## The task
Determine how many lines of the material hold the string "Sevilla" and reply with only that number.

## Supplied material
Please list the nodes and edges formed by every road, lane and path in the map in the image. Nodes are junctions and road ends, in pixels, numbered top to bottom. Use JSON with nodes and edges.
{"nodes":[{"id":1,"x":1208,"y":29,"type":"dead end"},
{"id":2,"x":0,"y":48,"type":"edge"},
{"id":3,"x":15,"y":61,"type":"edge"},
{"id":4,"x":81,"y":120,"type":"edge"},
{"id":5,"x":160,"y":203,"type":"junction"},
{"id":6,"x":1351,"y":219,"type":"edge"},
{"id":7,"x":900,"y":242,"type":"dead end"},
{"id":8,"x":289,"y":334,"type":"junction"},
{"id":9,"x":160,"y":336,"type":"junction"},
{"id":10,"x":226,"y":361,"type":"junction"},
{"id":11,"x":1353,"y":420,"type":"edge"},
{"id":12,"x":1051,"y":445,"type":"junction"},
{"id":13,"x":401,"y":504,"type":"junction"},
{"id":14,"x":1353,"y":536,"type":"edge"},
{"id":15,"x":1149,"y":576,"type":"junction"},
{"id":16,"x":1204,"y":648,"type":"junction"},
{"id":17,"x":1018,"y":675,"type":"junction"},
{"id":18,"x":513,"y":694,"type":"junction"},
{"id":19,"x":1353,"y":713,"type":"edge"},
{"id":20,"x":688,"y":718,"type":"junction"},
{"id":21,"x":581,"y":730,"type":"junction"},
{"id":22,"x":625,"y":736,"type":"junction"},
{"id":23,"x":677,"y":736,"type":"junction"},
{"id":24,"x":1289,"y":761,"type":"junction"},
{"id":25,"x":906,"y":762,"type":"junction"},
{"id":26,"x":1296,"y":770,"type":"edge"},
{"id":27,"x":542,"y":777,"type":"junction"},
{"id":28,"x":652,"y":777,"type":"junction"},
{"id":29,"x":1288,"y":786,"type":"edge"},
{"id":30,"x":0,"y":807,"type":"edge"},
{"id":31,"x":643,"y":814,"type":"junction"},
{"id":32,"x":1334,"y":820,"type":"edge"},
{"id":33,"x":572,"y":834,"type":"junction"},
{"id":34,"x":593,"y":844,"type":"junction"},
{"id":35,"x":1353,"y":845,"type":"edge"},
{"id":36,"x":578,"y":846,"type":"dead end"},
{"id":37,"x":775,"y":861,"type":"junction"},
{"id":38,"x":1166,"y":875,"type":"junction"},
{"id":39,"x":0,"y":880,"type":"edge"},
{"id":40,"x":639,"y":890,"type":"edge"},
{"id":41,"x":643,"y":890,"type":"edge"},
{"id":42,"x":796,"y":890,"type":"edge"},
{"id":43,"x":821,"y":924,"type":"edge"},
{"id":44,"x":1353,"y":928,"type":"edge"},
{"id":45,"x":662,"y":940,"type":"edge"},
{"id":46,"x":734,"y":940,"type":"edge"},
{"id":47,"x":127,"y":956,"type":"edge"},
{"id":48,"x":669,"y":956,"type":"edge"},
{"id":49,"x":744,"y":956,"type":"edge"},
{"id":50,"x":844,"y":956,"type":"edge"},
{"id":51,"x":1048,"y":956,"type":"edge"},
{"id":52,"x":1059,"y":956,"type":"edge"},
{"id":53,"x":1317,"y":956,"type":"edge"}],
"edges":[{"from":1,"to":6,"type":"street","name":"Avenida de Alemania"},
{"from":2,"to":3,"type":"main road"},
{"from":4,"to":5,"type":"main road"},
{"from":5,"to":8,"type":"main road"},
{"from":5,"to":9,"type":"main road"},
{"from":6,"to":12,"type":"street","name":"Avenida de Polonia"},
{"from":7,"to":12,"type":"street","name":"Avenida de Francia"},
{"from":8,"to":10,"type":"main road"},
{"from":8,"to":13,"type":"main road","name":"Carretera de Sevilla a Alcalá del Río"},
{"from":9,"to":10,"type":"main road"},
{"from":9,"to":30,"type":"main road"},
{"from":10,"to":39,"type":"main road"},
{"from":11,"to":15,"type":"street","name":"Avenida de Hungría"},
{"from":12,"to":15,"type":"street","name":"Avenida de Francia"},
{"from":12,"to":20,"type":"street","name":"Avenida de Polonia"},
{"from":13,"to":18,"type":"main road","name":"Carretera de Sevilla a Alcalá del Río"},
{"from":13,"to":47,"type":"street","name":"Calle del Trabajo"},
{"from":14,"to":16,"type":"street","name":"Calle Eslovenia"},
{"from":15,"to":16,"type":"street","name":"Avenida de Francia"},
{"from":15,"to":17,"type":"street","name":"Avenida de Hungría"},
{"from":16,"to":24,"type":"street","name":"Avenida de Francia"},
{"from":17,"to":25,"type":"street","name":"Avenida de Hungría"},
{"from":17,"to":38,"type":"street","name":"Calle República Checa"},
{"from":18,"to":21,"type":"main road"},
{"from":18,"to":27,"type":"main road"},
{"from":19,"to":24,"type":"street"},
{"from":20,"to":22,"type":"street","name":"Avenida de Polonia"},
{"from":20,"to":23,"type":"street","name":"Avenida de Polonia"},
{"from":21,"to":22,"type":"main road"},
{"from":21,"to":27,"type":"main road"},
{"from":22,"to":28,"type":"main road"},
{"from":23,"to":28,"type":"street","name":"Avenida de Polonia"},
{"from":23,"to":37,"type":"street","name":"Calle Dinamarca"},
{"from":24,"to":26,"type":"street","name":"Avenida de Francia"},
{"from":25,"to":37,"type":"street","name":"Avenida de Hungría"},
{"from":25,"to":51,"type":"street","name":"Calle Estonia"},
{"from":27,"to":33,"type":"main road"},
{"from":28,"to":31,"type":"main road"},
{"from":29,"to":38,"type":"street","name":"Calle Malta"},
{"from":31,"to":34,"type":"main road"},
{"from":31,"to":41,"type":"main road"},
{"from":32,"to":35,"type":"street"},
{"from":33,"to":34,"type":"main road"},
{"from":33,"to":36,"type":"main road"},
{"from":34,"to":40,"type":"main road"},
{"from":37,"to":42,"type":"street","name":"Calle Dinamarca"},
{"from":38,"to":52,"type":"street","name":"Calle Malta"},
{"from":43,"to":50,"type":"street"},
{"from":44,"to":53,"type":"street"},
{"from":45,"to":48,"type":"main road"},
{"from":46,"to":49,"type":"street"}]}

## Answer box
2